Other than all of that, Ann pretty much got it right. Especially how gracious I was in defeat. I'm nothing if not a good sport.

DIP

April 29, 2008 8:06 AM  
Blogger Ann Wesley Hardin said...

I think most of my friends already knew you were a good sport. After all, you're dating me!

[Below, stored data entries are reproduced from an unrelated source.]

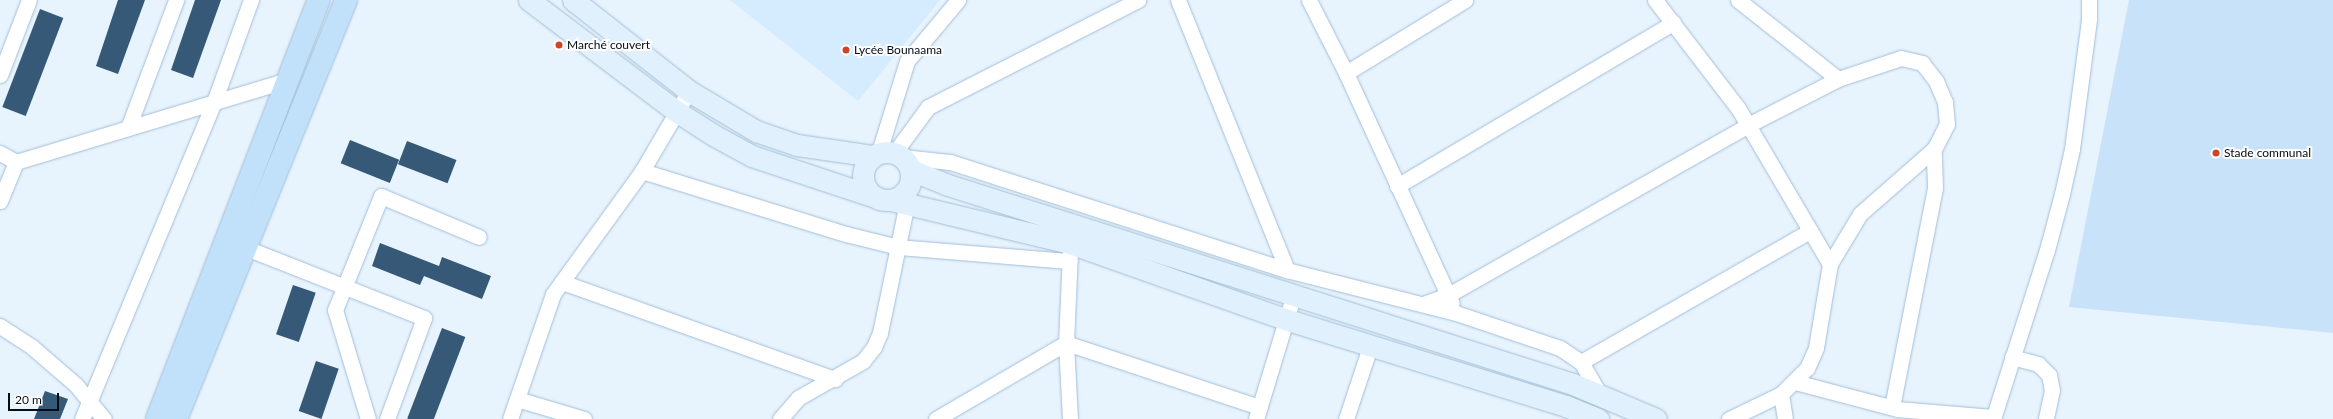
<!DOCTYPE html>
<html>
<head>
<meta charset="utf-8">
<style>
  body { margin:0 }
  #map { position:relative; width:2333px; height:419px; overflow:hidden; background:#e7f3fd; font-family:Lato,sans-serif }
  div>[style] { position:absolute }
  .built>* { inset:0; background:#d5ebfe }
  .green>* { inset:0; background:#c8e2f9 }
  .building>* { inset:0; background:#355976; transform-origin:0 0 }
  .roads { filter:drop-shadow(0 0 1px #a1bed7) drop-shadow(0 0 1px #a1bed7) }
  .street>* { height:15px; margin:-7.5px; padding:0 7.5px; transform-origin:7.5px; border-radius:7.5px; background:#fff }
  .secondary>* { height:21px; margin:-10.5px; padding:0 10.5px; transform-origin:10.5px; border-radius:10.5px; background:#e0f0fd }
  .secondary>.ring { margin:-10.5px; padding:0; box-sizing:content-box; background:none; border:21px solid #e0f0fd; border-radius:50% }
  .primary>* { height:22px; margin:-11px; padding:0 11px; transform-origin:11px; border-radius:11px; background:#c1e0fa }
  .dots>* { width:11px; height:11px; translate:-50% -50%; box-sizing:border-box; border:2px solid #fff; border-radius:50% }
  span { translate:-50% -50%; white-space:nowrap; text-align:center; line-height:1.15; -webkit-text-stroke:4px #fff; paint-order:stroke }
  .poi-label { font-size:12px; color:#040c15 }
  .left { translate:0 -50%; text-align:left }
  .scale { position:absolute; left:8px; top:393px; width:51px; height:18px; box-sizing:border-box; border:2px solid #040c15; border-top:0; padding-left:5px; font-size:12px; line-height:14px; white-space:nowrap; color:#040c15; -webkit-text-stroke:3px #fff; paint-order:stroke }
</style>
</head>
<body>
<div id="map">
  <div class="built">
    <div style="clip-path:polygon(730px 0,940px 0,858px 101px)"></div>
  </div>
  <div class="green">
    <div style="clip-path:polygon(2129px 0,2333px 0,2333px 333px,2069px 307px)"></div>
  </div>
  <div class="building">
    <div style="clip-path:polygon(118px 0,145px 0,118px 74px,96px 66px)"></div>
    <div style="clip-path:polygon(195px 0,221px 0,193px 78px,171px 70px)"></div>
    <div style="left:40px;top:9px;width:25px;height:105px;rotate:21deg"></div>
    <div style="left:350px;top:140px;width:53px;height:25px;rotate:22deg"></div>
    <div style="left:407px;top:141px;width:53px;height:25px;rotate:21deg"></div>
    <div style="clip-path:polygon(380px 243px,439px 266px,442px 257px,491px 276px,482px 299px,424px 276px,420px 285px,372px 266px)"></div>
    <div style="left:293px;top:285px;width:24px;height:52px;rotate:19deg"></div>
    <div style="left:442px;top:328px;width:25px;height:97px;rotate:21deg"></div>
    <div style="left:316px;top:361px;width:24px;height:53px;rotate:19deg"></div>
    <div style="clip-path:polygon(45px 391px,68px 399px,60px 419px,34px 419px)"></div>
  </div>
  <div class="roads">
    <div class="street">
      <div style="left:1178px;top:0;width:291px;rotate:68deg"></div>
      <div style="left:1309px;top:0;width:82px;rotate:63.1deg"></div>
      <div style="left:1346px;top:73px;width:253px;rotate:65.3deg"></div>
      <div style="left:1655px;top:0;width:136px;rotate:52.5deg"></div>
      <div style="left:1738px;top:108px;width:181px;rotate:59.5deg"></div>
      <div style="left:1830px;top:264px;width:85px;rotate:99.5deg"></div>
      <div style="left:1816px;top:348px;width:22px;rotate:114deg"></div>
      <div style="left:1807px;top:368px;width:37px;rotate:135deg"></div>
      <div style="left:1781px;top:394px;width:58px;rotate:154.3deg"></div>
      <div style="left:1738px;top:0;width:127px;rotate:38.3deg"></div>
      <div style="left:1346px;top:73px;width:140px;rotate:-31.5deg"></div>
      <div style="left:0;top:75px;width:80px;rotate:-68.9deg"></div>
      <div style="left:128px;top:128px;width:137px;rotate:-69.4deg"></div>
      <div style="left:879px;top:152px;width:95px;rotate:-72.9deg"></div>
      <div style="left:907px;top:61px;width:80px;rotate:-50.1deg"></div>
      <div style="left:895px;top:152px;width:56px;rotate:-53.7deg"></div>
      <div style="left:928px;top:107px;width:236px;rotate:-27deg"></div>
      <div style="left:0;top:153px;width:18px;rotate:29deg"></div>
      <div style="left:902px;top:157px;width:48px;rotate:5.9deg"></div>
      <div style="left:950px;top:162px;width:354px;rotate:17.8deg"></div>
      <div style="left:1287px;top:270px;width:174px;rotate:14.3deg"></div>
      <div style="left:1456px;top:313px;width:110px;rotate:18.6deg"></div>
      <div style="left:1560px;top:348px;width:25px;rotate:34deg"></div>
      <div style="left:1581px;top:362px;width:39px;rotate:60deg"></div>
      <div style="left:642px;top:171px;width:214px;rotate:17.2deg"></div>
      <div style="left:846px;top:234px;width:54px;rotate:14deg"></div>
      <div style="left:898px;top:247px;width:172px;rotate:4.7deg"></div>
      <div style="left:1397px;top:186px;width:321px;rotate:-30.6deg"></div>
      <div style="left:0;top:201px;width:42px;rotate:-67.7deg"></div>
      <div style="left:16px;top:162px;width:284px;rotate:-16.8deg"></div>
      <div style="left:236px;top:244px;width:202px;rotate:21.5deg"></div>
      <div style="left:424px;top:318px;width:108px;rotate:110.1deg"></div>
      <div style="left:1070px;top:252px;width:91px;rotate:92.5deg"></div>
      <div style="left:1066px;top:343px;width:76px;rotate:87deg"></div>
      <div style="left:562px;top:282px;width:290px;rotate:19.6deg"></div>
      <div style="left:1423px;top:304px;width:27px;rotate:-20deg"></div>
      <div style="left:1448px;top:295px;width:345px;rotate:-29.5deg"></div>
      <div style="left:1748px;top:125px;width:101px;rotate:-27.1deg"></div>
      <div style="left:1838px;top:79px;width:66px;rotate:-18.4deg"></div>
      <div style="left:1901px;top:58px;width:22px;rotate:13deg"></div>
      <div style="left:1922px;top:63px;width:23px;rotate:52deg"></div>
      <div style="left:1936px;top:81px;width:23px;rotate:67deg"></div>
      <div style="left:1945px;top:102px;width:22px;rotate:85deg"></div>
      <div style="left:1947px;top:124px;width:28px;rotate:117deg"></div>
      <div style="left:1934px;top:149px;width:98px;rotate:138.7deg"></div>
      <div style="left:1860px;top:214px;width:58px;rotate:121deg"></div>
      <div style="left:0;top:326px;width:38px;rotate:33deg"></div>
      <div style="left:32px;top:347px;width:58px;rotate:40.8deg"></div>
      <div style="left:76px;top:385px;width:44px;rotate:50.5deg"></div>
      <div style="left:2012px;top:357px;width:27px;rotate:15deg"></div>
      <div style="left:2038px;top:364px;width:16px;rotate:45deg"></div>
      <div style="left:2049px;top:375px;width:15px;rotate:79deg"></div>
      <div style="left:2052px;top:390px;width:30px;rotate:102deg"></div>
      <div style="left:1581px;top:362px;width:264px;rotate:-29.8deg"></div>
      <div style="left:1795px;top:382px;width:106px;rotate:14.8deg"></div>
      <div style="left:1897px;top:409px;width:96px;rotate:4.8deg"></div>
      <div style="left:1781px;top:394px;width:25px;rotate:81deg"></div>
      <div style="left:517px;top:399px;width:70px;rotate:16.6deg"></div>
      <div style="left:1892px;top:407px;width:224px;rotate:-78.9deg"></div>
      <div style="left:1935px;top:187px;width:38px;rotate:-92deg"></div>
      <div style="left:82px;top:419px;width:343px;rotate:-67.4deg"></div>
      <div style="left:214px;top:102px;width:109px;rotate:-70.1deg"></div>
      <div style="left:368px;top:419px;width:114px;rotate:-106.8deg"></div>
      <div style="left:335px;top:310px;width:123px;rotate:-68deg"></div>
      <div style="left:381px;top:196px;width:106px;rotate:22.7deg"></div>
      <div style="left:510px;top:419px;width:132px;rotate:-71deg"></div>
      <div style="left:553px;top:294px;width:152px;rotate:-54.1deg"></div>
      <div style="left:642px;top:171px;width:93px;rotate:-59.6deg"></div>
      <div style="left:780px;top:419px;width:28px;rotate:-49deg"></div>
      <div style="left:798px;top:398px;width:75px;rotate:-29.6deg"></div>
      <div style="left:863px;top:361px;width:18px;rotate:-52deg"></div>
      <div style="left:874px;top:347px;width:15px;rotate:-67deg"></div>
      <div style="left:880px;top:333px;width:133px;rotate:-78.3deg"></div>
      <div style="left:936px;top:419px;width:151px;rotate:-30.3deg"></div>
      <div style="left:1066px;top:343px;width:204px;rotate:18.3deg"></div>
      <div style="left:1256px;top:419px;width:131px;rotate:-73.1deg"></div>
      <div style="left:1346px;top:419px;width:76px;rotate:-71.6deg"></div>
      <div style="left:1993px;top:419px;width:177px;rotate:-72.3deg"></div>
      <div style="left:2047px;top:250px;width:58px;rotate:-75deg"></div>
      <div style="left:2062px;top:194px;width:46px;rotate:-77.5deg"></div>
      <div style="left:2072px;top:149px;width:131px;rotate:-82.5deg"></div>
      <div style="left:2089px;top:19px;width:19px;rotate:-90deg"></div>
    </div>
    <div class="secondary">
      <div style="left:529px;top:0;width:184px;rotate:37.1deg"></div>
      <div style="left:676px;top:111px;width:46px;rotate:32.7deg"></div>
      <div style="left:715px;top:136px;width:42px;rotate:28.4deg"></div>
      <div style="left:752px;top:156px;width:130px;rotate:18.4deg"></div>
      <div style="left:573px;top:0;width:147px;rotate:38.1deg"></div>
      <div style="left:689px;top:91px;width:78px;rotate:30.8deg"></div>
      <div style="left:756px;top:131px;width:43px;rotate:18.9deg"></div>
      <div style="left:797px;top:145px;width:76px;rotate:8.3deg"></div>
      <div class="ring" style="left:863px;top:152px;width:27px;height:27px"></div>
      <div style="left:911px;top:170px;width:37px;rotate:22deg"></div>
      <div style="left:945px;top:184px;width:659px;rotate:17.67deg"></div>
      <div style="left:1573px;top:384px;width:90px;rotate:22.9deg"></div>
      <div style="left:891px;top:200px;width:184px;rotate:13.5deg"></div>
      <div style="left:1070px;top:243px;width:231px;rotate:19.5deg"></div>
      <div style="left:1288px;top:320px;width:291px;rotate:17.2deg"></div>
      <div style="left:1566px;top:406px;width:35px;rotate:22deg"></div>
    </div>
    <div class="primary">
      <div style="left:157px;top:419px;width:449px;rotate:-68.9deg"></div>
      <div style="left:176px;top:419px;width:452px;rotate:-67.9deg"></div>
    </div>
  </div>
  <div class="dots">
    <div style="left:559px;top:45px;background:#ce4425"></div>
    <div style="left:846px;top:50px;background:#ce4425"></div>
    <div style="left:2216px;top:153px;background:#ce4425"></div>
  </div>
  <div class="poi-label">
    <span class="left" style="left:567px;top:45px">Marché couvert</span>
    <span class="left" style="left:854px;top:50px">Lycée Bounaama</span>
    <span class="left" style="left:2224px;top:153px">Stade communal</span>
  </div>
  <div class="scale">20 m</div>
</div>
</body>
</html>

Now if only I can find a way to keep you in those clown shoes...

April 29, 2008 8:47 AM  
Anonymous jane/fabdame said...

Abide Dude, abide.

April 29, 2008 9:20 AM  
Blogger Ann Wesley Hardin said...

*patiently abiding*

...even though it's dark. Darker'n a black steer's tookus on a moonless prairie night...

April 29, 2008 10:58 AM  
Anonymous Bev Stephans said...

I think your next book should be "The Bowling Chronicles"!

April 29, 2008 3:09 PM  
Blogger Ann Wesley Hardin said...

You might be onto something, Bev!

Or on something. Not quite sure.

Den and I have plans. Big plans!

April 30, 2008 5:04 AM  
Blogger Mary Stella said...

"Scoring in the Alleys" by Ann Wesley Hardin.

Strikes, Splits, Scores -- but no Turkeys. *g*

Ann, I bowled in leagues decades ago and carried a 145 average. My custom ball was a beautiful purple. These days, the closest I've come to bowling is Wii. So far, my friend's kids keep beating me. I have a hard time adjusting for my curve.